Decisiones, todo cuesta

“Los adultos tomamos decisiones basados en nuestros conocimientos o experiencias pasadas que nos permiten predecir las consecuencias de cada acto. El niño aún no tiene ni el conocimiento ni la experiencia para saber cosas como que el dinero es un bien limitado, que si no le compran un dulce o un juguete determinado no significa que lo quieran menos o que no puede reemplazar la leche con gaseosas”.

Por eso hay que enfrentar su joven razonamiento al análisis de las consecuencias. Una frase como “ese vestido es muy bonito, pero hace mucho frío y si te lo pusieras te podrías enfermar y a nadie le gusta estar enfermo”, le permitirá reflexionar y llegar individualmente a la conclusión de que un atuendo más invernal sería mejor. “Por supuesto, si la criatura insiste en una vestimenta ligera y fuera llueve y sopla el viento ferozmente, la opción de elegir se acabó ahí.
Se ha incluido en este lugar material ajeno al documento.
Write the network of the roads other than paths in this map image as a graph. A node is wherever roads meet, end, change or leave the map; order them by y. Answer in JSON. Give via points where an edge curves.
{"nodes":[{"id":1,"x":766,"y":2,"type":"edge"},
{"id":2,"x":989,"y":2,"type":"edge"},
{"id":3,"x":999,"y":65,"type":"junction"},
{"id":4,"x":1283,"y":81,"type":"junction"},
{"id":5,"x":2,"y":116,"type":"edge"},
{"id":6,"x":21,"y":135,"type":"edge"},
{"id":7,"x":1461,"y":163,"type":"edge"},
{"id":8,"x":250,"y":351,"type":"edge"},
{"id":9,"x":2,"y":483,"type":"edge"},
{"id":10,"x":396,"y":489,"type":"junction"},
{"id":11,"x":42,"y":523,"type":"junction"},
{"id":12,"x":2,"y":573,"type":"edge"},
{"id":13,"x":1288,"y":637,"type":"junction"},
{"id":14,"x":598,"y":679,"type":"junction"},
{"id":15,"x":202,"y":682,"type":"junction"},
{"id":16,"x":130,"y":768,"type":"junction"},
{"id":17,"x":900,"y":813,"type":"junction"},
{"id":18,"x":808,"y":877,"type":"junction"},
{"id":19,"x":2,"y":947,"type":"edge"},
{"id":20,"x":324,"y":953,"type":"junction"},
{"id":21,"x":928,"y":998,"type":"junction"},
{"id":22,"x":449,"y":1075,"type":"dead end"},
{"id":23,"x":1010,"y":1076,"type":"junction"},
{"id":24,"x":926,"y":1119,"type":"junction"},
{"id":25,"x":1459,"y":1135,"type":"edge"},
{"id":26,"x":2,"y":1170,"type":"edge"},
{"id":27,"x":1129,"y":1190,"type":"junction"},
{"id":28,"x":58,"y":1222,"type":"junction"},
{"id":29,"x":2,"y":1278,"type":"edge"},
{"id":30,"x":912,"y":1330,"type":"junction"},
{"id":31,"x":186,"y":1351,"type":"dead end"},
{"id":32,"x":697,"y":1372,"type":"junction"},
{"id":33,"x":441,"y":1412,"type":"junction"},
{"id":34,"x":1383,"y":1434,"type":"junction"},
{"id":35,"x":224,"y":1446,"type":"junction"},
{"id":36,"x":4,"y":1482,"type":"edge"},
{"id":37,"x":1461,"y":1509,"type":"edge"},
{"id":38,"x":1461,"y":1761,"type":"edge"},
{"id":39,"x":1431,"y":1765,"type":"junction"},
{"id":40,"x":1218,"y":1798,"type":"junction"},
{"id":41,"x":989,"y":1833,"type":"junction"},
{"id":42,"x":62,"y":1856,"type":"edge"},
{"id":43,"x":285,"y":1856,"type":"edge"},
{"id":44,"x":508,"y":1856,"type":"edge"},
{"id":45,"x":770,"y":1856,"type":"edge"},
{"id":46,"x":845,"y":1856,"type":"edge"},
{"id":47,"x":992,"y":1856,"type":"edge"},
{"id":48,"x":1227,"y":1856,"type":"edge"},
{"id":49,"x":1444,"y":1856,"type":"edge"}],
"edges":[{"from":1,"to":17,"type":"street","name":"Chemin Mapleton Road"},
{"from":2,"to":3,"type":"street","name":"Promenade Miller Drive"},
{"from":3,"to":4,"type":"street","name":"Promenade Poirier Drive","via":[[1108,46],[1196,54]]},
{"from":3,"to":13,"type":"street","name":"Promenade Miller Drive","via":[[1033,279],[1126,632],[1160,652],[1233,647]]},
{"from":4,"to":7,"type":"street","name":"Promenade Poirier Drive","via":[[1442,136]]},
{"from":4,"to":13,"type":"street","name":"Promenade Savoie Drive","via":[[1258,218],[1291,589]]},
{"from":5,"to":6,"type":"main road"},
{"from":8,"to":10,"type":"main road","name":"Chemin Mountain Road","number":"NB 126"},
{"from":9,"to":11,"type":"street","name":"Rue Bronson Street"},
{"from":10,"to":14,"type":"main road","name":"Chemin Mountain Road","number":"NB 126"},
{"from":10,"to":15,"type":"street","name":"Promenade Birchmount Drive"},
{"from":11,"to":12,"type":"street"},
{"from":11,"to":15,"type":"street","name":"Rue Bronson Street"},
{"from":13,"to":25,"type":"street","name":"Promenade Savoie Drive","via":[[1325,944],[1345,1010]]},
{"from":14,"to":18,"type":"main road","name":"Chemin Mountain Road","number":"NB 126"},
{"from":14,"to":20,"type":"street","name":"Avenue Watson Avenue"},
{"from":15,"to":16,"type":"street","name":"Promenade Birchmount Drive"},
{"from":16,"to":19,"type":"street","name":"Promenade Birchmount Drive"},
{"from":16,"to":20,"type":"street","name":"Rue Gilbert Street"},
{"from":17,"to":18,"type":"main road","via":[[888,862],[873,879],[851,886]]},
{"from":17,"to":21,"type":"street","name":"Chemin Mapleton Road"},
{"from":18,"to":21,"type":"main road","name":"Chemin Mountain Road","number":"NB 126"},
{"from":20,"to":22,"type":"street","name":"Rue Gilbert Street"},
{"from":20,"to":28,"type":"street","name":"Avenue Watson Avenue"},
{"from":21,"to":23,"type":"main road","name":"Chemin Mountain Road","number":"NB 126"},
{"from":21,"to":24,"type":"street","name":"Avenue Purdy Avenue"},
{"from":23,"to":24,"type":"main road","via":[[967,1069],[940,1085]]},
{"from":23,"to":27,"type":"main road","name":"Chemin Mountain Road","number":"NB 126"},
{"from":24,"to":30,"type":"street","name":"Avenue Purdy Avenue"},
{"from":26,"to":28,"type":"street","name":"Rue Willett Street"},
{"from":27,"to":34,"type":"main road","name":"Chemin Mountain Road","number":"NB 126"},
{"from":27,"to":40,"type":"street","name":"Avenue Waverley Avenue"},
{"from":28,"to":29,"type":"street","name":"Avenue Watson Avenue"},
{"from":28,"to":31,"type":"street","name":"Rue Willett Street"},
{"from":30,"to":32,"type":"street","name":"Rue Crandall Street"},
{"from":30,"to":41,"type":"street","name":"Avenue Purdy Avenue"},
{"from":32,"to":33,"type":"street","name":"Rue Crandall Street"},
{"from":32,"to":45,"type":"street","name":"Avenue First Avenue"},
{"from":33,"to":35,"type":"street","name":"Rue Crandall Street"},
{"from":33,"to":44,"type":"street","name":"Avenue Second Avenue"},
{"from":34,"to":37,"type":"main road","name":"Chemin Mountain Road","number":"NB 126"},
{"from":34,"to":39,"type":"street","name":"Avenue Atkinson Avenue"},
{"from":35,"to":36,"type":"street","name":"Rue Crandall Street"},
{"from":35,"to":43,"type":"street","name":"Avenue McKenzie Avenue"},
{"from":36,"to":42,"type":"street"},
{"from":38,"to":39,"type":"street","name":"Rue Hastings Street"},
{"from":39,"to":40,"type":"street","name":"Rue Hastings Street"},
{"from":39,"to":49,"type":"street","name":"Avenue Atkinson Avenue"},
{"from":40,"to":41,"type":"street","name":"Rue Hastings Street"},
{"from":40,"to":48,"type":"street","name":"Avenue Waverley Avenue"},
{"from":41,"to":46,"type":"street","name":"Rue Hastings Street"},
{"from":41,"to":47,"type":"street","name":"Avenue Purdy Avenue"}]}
Ninguna decisión que ponga en riesgo la integridad física, la salud o la vida, propia o ajena, puede serle permitida. No se debe olvidar que el adulto está para cuidar al pequeño y no dejarse vencer por el hartazgo”.

Pero aunque el intento termine en pataleta no es tiempo perdido. El pequeño irá desarrollando su razonamiento interno paulatinamente, hasta que de forma “espontánea” pueda preferir el uso de zapatillas en vez de zapatos, “para poder correr con mis amigos”.

Oportunidades como éstas se presentan a diario y los adultos deben ayudar a que los niños las identifiquen. “Se los debe estimular a que piensen qué efectos puede tener elegir determinada conducta u objeto y animarlos a usar su creatividad para resolver los problemas que podrían acarrear sus decisiones”.

Los terapeutas precisan la necesidad de que los niños sepan que si una decisión negativa puede resultarles enojosa –“Después de todo no me gusta esta pizza con champiñones” –, no es determinante ni representa un fracaso. Saber que cada elección puede ser un aprendizaje los tranquiliza. “Ya aprendí que esto no me gusta, no lo volveré a pedir”.